The energies clashed again between Ahriman and Fall. Falls gaze could have killed any lesser power, but it suddenly stopped. The Blue Flames suddenly dispersed. The Blue glow left his eyes as they widened as his jaw dropped. Time slowed to a crawl. Ahriman took the opportunity to lash out his furies toward Fall. Falls head turned slightly toward his sister. His eyes teared at her lifeless form. The dark lightning coursed around Falls motionless body. Any Eldar would have been utterly destroyed by the energies Ahriman wielded, but they could not touch Fall. 
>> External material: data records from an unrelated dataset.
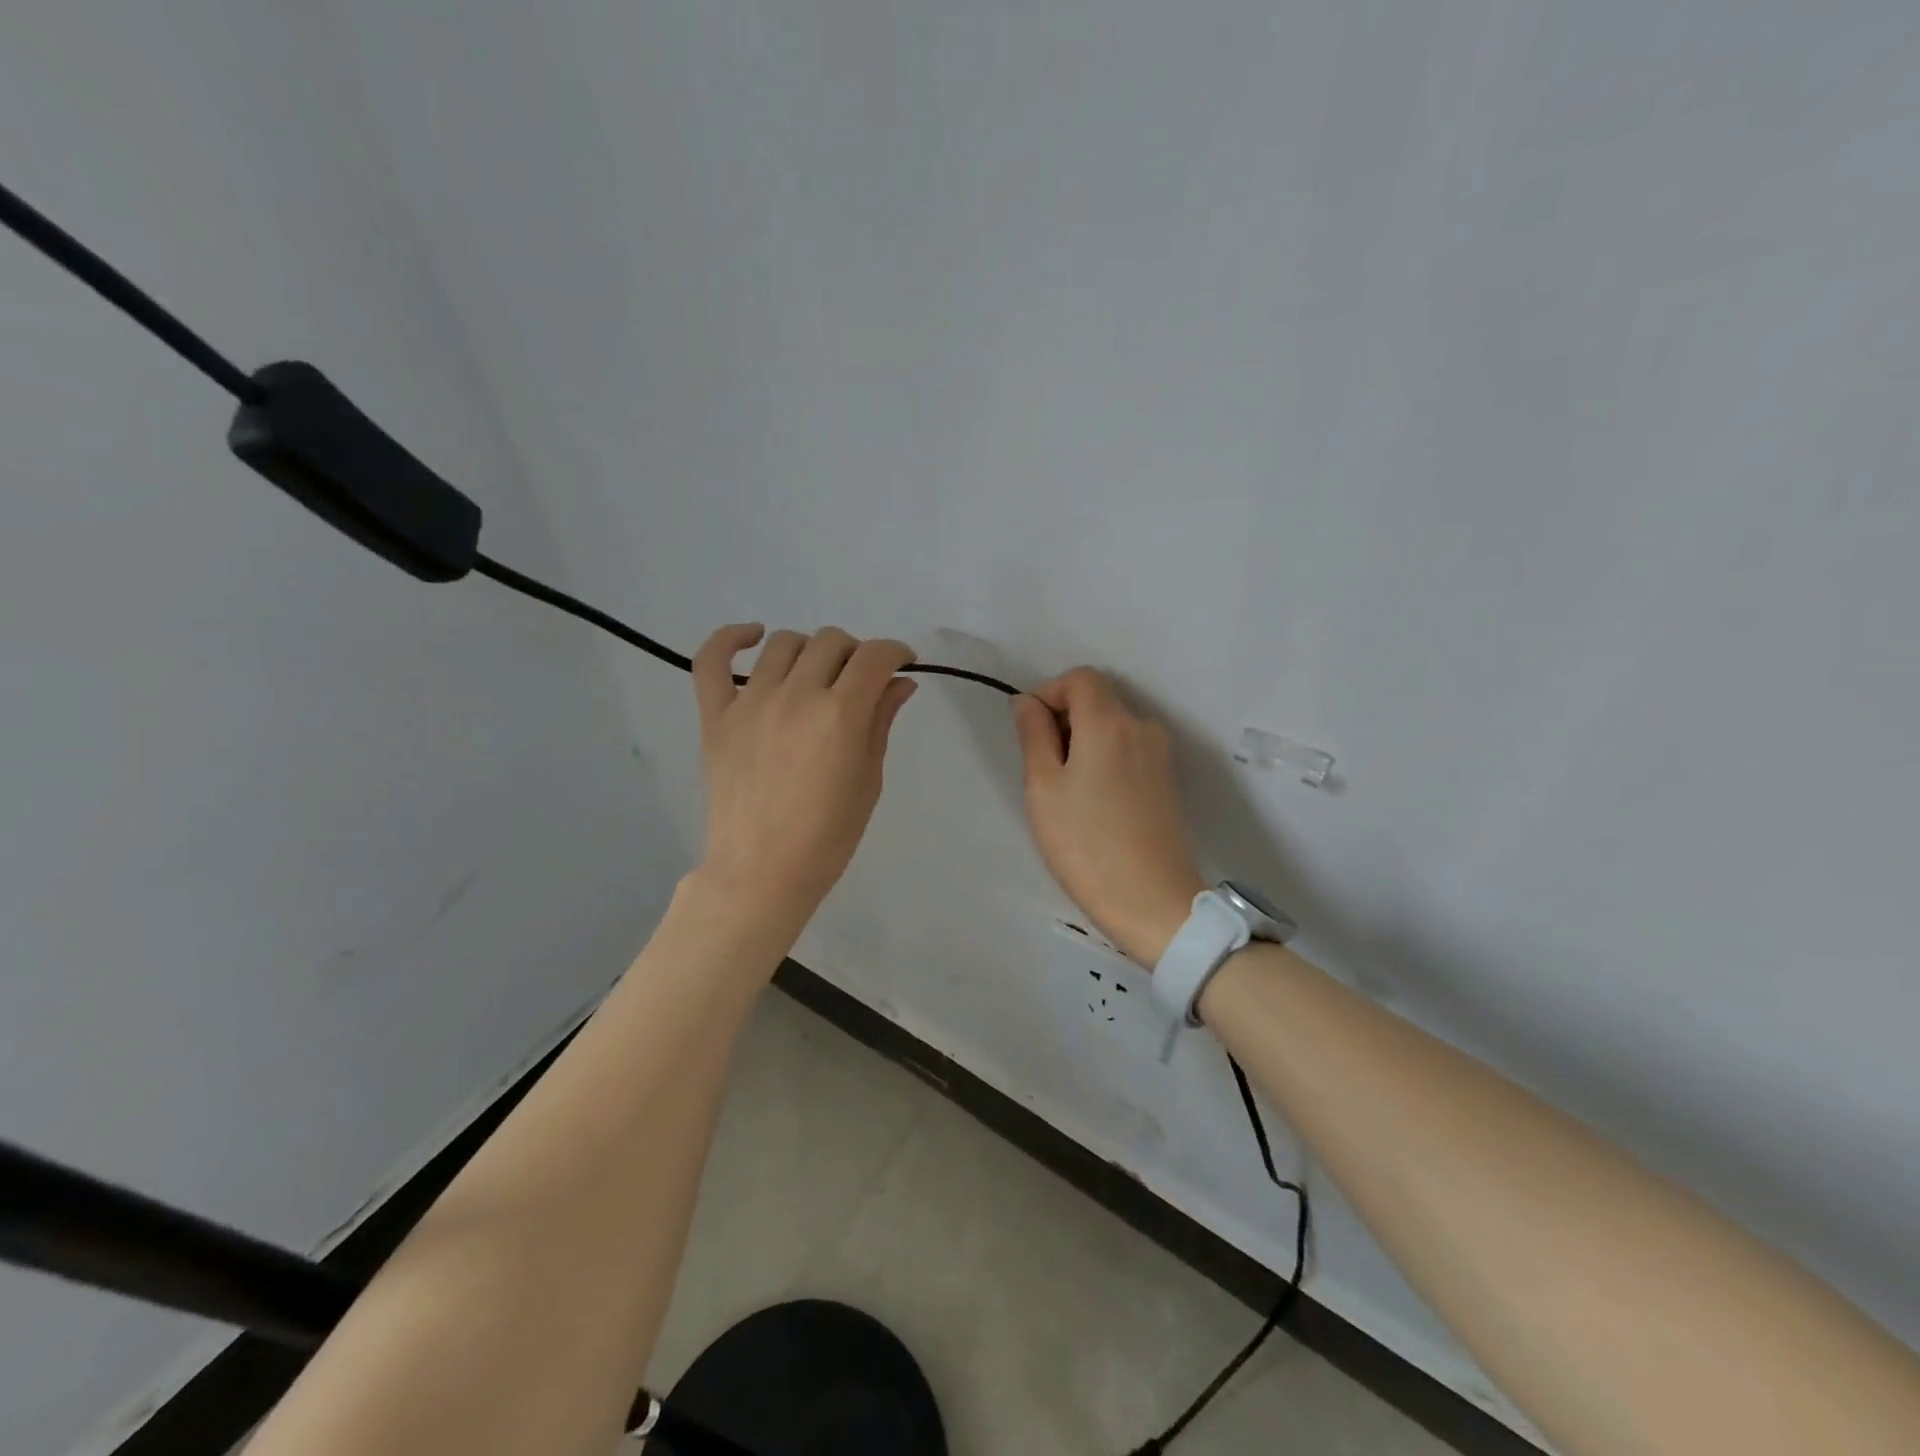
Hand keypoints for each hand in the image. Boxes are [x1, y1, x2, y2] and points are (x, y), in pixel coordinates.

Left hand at [693, 624, 917, 920]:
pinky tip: (753, 637)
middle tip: (860, 681)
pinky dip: (731, 638)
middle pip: (832, 642)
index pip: (875, 656)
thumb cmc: (828, 836)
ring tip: (815, 674)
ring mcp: (750, 702)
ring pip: (784, 643)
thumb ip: (881, 722)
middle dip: (856, 653)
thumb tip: (899, 683)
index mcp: (840, 715)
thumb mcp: (868, 780)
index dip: (896, 652)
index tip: (902, 664)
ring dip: (810, 650)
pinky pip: (712, 660)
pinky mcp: (716, 716)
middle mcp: (796, 696)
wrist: (762, 872)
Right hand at [1011, 668, 1206, 965]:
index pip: (1079, 678)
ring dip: (1084, 742)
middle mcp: (1142, 727)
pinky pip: (1128, 750)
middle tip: (1043, 770)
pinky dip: (1105, 759)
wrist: (1151, 901)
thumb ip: (1034, 734)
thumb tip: (1028, 701)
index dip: (1049, 694)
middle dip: (1064, 720)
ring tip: (1068, 793)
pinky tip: (1094, 804)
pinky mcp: (1167, 780)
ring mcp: (1160, 754)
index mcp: (1110, 722)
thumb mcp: (1043, 787)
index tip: (1031, 733)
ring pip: (1113, 727)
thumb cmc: (1085, 843)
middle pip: (1098, 700)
Ahriman became concerned that he did not instantly destroy his foe with ease, but he maintained control over his powers trying to penetrate Falls defenses. He looked at Falls gaze and saw a female Eldar dead with several wounds. He looked back at Fall who yet did not change his posturing. “Don’t worry Farseer, you’ll soon join her.” He lashed out even more, the lightning latching onto Falls form. 

“No Sorcerer.” Fall looked back at Ahriman and moved to greet him head on. His eyes burst into flames. While blue before, they had turned as black as the starless night’s sky. His bodies exploded in black flame scattering the lightning in every direction where a life still existed nearby. The dark lightning was wrapped in the black flames. Every living thing they touched was burned to death instantly. Within a moment, the only two living things still in the hall were the two powers; Fall and Ahriman. Ahriman called his energies back into him while Fall remained incased in the black flames. Falls words erupted with the passion of a thousand burning stars; “I will never be able to join her again.”


----------



## Revelations (Mar 17, 2008)

*Dusk & Dawn*

Ahriman set his staff to his side, casually putting some of his weight on it. Having been alive for millennia, he was not one to be easily frightened. The site before him was a terrifying one, but one does not control the very fires of Chaos with a light stomach. Fall’s black flames were darkening the hall, quenching the light around them. His eyes were a kin to two black holes crushing everything that came near. He irradiated pure rage and malice at everything that lived, for the only thing that should have lived, lay dead a few yards away.

Ahriman looked to the corpse of Autumn and then back at Fall; “She really was beautiful wasn’t she?”

Fall responded with a furious tone; “How dare you! Do not dare speak of her.”

“But I have nothing but good to say about her, should she not receive an epitaph?” 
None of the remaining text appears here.